I stood there, glaring at the edge. Slipping toward it, teetering on the edge of something; insanity, incredible loss, a broken heart. Wishing I knew, so I could prepare myself for it, but inviting the resurgence of emotion nonetheless. For then, I would at least feel alive. My life lies shattered around me, and you stand there, studied on your pedestal I’ve built for you in my mind. I no longer feel worthy of you, of us. And out of madness, I retrieve a brick from the fallen walls, and then another, screaming to the sky to make me stop. Begging you to pull it down again like you did not so long ago. Walls built out of necessity over a lifetime, that you traversed in weeks.
I’ve fallen for chaos and uncertainty. Emotional states that I never knew before in my perfect shell, yet now I welcome them with open arms. For if nothing is certain, the accountability is no longer mine.
The darkness continues to envelope me, strange in it’s comfort. I’ve come to invite the darkness and it’s pain, for that’s all I know in the space between US. I don’t see, or even remember the light. The light that showed me so many things in the past and guided me toward you, toward limitless possibilities and squashed any hesitation I may have held.

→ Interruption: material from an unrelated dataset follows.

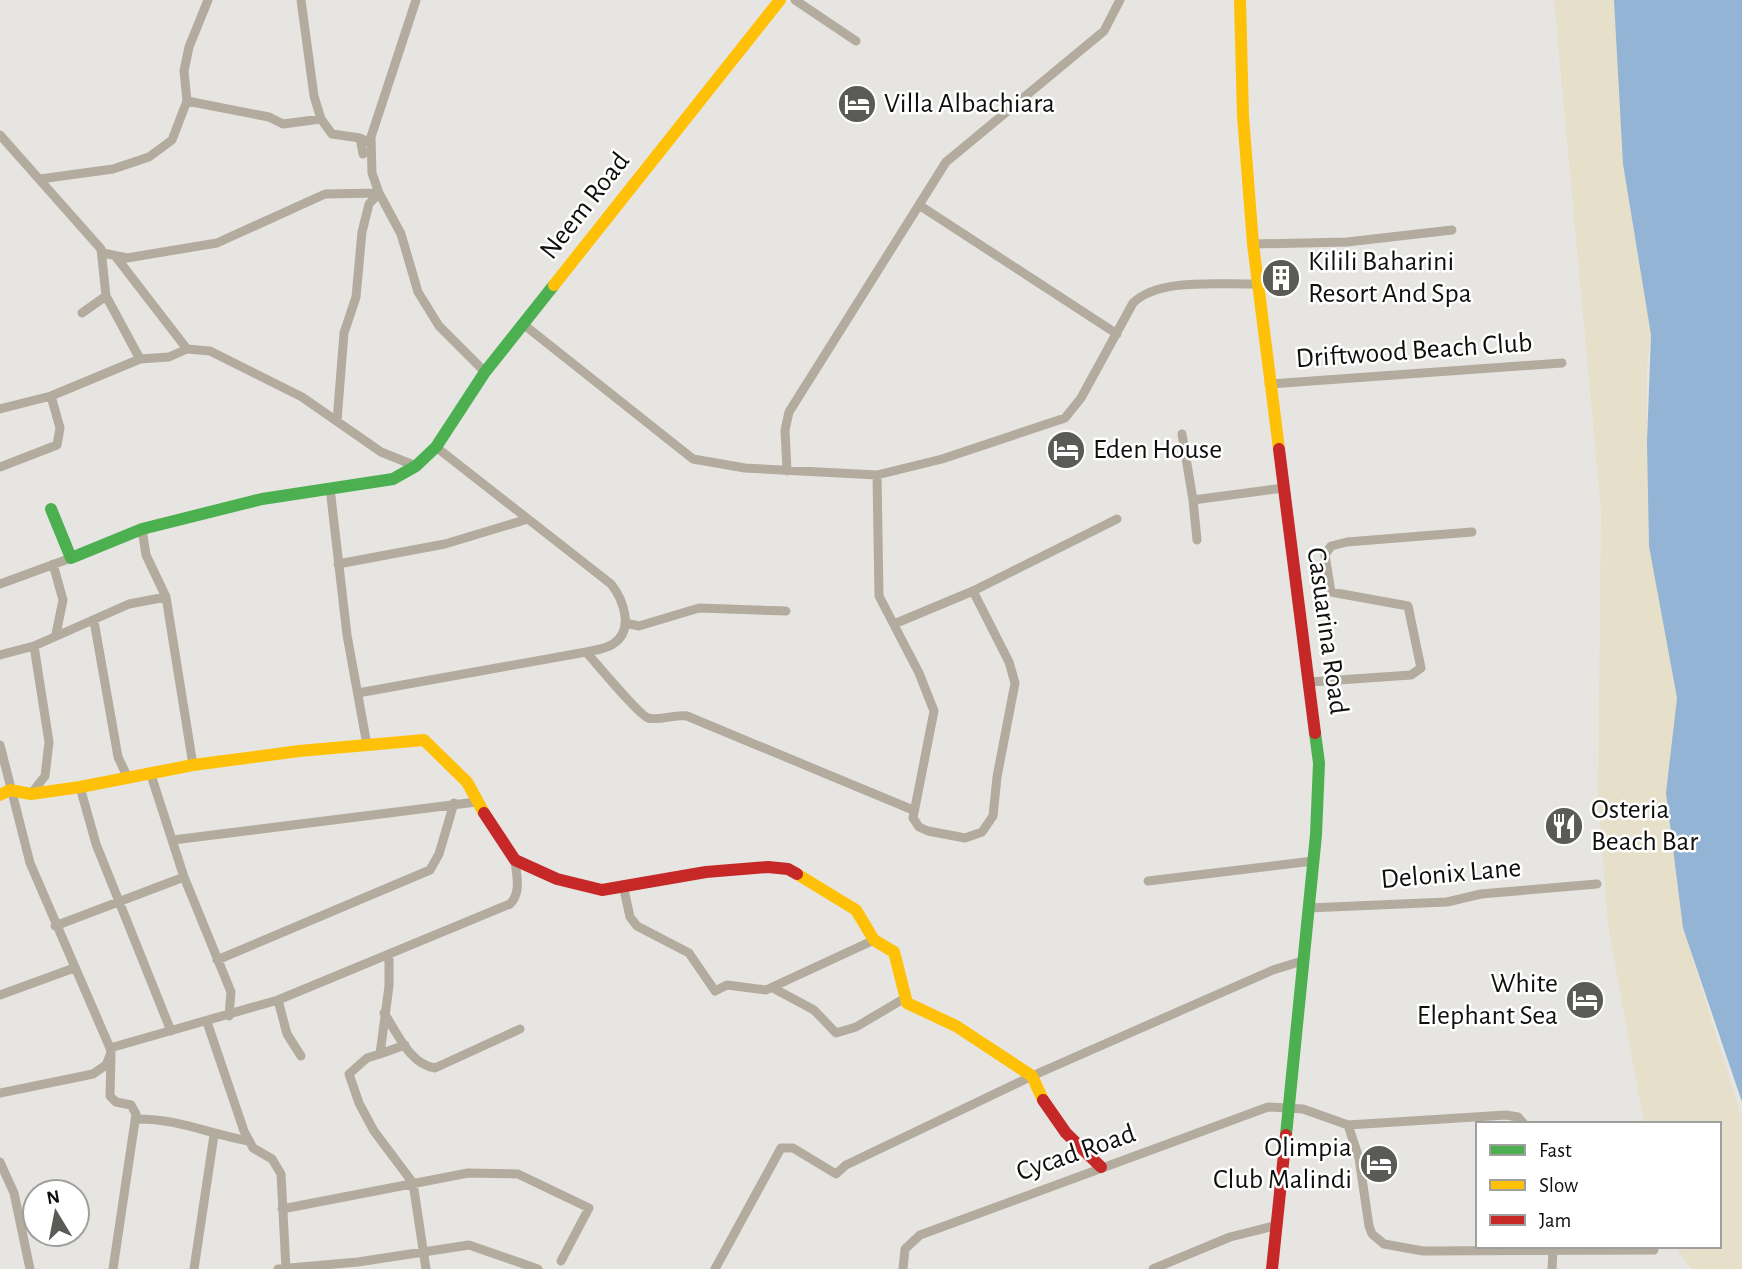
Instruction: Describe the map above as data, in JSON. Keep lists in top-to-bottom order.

With the edge looming before me, I reach for your hand. I find it, it’s grip within mine faltering between light and tentative to strong and familiar. No longer pleading, I leave my destiny to a dance with fate, for the façade of control has ended. Whether the darkness takes me over the edge, or somehow the sun manages to rise, know that it was all worth it to me. Every glimpse into you, every moment you were mine, every memory burned into my mind will always be the most significant things in my life.